Personal information
- Born: 12 March 1989 (age 36) Kruševac, FR Yugoslavia
- Nationality: Serbian
- Listed height: 6 ft 9 in (2.06 m)
- Listed weight: 243 lb (110 kg)

Career information
- NBA draft: 2011: undrafted
- Playing career: 2007–present

Career history
- 2007–2008: Mega Aqua Monta
- 2007–2008: →Kotež
- 2008–2009: Ulcinj
- 2009–2010: Teodo Tivat
- 2010–2012: Torrelodones
- 2012–2013: Smederevo 1953
- 2013: Teodo Tivat
- 2013–2014: OFI
- 2014–2015: Arkadikos
- 2015–2016: Doukas
- 2016–2017: Faros Keratsiniou
- 2017: Spars Sarajevo
- 2017–2018: ASK Karditsas
- 2018–2019: Charilaos Trikoupis
- 2019–2020: Oiakas Nafpliou
- 2020–2021: Radnički Kragujevac
- 2021–2022: Zdravlje
- 2022–present: Esperos Lamias

Career highlights
- Greek 2nd Division Top Scorer (2019);

= Stefan Đorđević (basketball, born 1989) =

Serbian basketball player

Stefan Đorđević (Стефан Ђорђевић, born 12 March 1989) is a Serbian professional basketball player for Esperos Lamias of the Greek A2 Basket League.

==Professional career==
In Poland, Đorđević played with Unia Tarnów in Poland.
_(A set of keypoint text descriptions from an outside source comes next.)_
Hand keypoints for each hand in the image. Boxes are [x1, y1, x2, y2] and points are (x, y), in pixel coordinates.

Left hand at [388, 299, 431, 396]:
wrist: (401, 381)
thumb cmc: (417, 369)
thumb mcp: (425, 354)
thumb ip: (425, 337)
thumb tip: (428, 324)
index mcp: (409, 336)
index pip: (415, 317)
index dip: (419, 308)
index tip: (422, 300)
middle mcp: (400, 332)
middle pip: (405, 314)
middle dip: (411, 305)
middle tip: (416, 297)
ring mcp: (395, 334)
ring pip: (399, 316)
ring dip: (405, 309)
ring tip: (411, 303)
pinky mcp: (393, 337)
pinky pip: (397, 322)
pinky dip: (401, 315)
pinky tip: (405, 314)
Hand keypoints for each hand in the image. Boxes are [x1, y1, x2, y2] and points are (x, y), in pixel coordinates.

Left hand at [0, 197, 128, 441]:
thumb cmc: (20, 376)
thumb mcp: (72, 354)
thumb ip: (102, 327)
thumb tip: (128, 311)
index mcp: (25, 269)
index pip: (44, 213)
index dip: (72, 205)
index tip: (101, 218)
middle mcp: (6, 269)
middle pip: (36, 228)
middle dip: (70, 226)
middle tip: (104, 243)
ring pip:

In Montenegro, he played with Ulcinj and Teodo Tivat. In Serbia, Djordjević played with Mega Aqua Monta and Smederevo 1953.
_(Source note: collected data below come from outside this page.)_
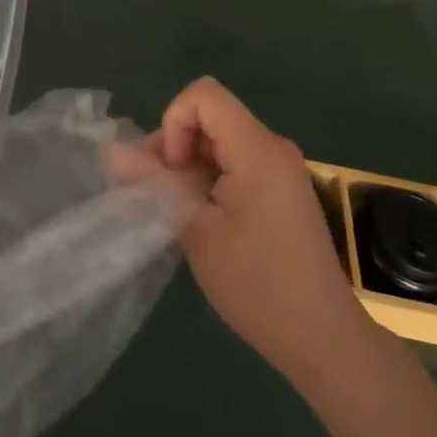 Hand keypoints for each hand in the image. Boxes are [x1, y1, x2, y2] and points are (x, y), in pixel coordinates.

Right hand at [156, 77, 374, 380]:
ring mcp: (280, 169)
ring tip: (179, 213)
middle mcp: (272, 147)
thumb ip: (153, 183)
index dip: (174, 123)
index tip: (172, 172)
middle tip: (161, 196)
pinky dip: (211, 180)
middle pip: (210, 116)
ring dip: (191, 167)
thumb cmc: (258, 284)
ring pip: (220, 141)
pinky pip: (237, 163)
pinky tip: (204, 222)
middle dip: (176, 146)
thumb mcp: (196, 231)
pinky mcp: (282, 191)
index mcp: (256, 147)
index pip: (203, 95)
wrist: (325, 340)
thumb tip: (111, 150) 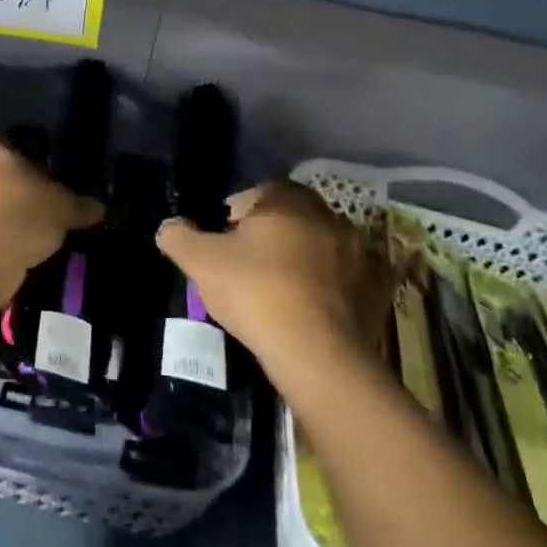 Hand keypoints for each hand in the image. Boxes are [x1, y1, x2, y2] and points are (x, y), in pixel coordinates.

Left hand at [0, 137, 102, 310]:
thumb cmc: (17, 218)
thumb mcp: (62, 209)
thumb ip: (80, 205)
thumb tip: (100, 208)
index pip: (13, 152)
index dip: (37, 173)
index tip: (52, 193)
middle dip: (17, 195)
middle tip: (44, 215)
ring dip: (3, 220)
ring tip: (30, 240)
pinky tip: (11, 255)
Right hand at [157, 180, 389, 372]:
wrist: (318, 353)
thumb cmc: (256, 292)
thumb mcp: (200, 262)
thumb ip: (179, 237)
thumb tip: (169, 227)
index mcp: (287, 200)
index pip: (255, 193)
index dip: (233, 215)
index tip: (221, 242)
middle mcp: (328, 216)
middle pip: (290, 218)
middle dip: (269, 235)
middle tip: (245, 266)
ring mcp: (358, 252)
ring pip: (320, 247)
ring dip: (301, 259)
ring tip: (278, 290)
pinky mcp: (377, 289)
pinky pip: (347, 278)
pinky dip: (330, 287)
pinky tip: (311, 308) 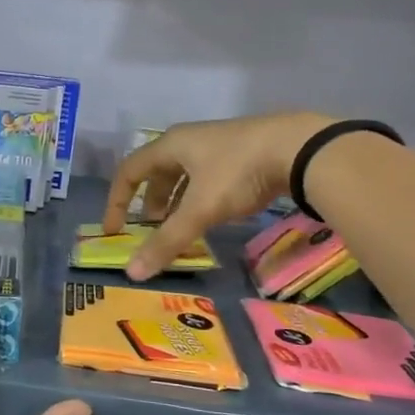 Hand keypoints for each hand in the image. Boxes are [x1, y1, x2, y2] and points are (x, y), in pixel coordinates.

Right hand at [102, 111, 337, 279]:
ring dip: (175, 202)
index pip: (129, 171)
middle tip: (150, 231)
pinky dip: (199, 198)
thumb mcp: (200, 209)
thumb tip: (132, 273)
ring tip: (178, 228)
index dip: (117, 201)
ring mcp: (217, 145)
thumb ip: (167, 241)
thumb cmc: (237, 172)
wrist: (299, 147)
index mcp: (170, 145)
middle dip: (149, 204)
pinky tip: (212, 215)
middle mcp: (189, 141)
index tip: (115, 230)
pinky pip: (207, 178)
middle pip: (156, 173)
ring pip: (184, 176)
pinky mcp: (241, 153)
In 2013, Đorđević signed with the Greek club OFI. With OFI, Đorđević averaged 19.9 points and 7.1 rebounds per game. He finished second in points and seventh in rebounds, in the Greek 2nd Division's 2013–14 season.
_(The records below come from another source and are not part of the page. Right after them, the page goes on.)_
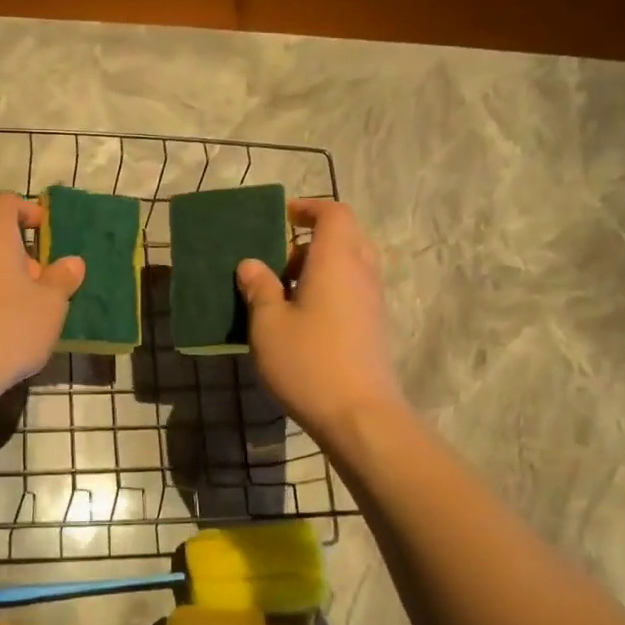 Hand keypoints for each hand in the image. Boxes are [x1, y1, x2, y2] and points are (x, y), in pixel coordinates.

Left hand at [0, 194, 84, 394]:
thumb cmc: (12, 325)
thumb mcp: (51, 303)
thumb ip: (63, 277)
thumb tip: (72, 263)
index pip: (5, 203)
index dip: (28, 211)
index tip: (45, 230)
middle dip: (21, 253)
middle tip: (43, 281)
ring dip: (4, 277)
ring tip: (28, 307)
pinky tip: (4, 325)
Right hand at [237, 198, 403, 441]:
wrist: (359, 415)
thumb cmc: (308, 362)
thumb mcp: (268, 324)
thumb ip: (259, 288)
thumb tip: (250, 264)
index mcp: (336, 260)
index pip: (333, 214)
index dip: (309, 208)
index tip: (283, 216)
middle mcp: (361, 273)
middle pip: (346, 236)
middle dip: (313, 239)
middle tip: (280, 258)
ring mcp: (372, 301)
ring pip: (351, 265)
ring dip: (320, 267)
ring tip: (285, 290)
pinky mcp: (374, 327)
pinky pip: (352, 290)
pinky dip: (330, 289)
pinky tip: (302, 319)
In the 2014–15 season, Đorđević played with the Greek 2nd Division club Arkadikos. In the 2015–16 season, Đorđević played with the Greek 2nd Division club Doukas.

==National team career==
Đorđević was a member of the Serbia and Montenegro national under-16 team at the 2005 FIBA Europe Under-16 Championship.